→ Exercise prompt:
Where a line of the data holds the word "Massachusetts", copy that line.
--- --- ---
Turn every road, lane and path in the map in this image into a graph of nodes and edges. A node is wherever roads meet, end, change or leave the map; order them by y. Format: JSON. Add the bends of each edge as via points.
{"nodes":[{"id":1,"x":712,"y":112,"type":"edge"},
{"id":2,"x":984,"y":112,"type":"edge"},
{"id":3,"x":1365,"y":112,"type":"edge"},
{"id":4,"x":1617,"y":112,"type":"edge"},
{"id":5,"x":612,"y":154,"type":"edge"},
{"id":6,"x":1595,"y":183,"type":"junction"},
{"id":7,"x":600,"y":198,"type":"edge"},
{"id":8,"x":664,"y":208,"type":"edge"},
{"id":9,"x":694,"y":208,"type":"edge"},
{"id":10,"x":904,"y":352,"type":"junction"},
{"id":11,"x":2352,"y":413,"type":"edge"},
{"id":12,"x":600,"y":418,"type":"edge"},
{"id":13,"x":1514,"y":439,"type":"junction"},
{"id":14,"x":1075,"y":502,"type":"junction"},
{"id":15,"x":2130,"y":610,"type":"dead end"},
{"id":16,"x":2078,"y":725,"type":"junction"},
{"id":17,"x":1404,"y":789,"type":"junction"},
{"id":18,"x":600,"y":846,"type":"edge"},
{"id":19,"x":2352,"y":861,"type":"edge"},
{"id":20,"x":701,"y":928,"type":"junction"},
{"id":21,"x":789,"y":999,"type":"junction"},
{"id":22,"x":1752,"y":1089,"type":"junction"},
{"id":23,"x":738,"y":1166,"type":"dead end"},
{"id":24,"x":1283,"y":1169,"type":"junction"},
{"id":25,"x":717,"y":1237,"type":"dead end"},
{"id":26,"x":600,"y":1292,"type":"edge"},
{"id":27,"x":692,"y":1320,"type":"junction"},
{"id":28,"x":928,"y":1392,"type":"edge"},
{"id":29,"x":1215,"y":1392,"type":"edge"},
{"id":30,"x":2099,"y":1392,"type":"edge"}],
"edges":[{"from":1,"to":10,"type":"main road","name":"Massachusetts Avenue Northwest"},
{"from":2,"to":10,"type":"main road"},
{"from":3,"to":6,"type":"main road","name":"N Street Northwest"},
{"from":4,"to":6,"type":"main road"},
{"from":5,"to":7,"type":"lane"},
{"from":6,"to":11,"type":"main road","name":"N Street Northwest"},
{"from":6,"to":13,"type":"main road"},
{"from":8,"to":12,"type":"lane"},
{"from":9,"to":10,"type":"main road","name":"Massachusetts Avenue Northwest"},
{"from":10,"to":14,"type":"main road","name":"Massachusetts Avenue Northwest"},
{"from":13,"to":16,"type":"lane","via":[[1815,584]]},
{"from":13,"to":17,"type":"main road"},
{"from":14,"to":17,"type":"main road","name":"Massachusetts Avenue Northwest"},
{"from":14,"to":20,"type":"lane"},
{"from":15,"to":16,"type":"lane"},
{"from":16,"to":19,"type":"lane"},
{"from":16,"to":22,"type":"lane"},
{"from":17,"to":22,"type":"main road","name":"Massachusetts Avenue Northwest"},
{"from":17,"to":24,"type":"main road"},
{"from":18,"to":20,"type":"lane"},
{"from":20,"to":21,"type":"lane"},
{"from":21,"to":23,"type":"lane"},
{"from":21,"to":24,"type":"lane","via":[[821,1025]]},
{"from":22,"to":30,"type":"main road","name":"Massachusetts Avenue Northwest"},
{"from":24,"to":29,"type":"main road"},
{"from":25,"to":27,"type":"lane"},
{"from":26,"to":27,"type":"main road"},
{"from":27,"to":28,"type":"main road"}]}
--- --- ---
→ Written solution:
"edges":[{"from":1,"to":10,"type":"main road","name":"Massachusetts Avenue Northwest"},
{"from":9,"to":10,"type":"main road","name":"Massachusetts Avenue Northwest"},
{"from":10,"to":14,"type":"main road","name":"Massachusetts Avenue Northwest"},
{"from":14,"to":17,"type":"main road","name":"Massachusetts Avenue Northwest"},
{"from":17,"to":22,"type":"main road","name":"Massachusetts Avenue Northwest"},
{"from":22,"to":30,"type":"main road","name":"Massachusetts Avenue Northwest"},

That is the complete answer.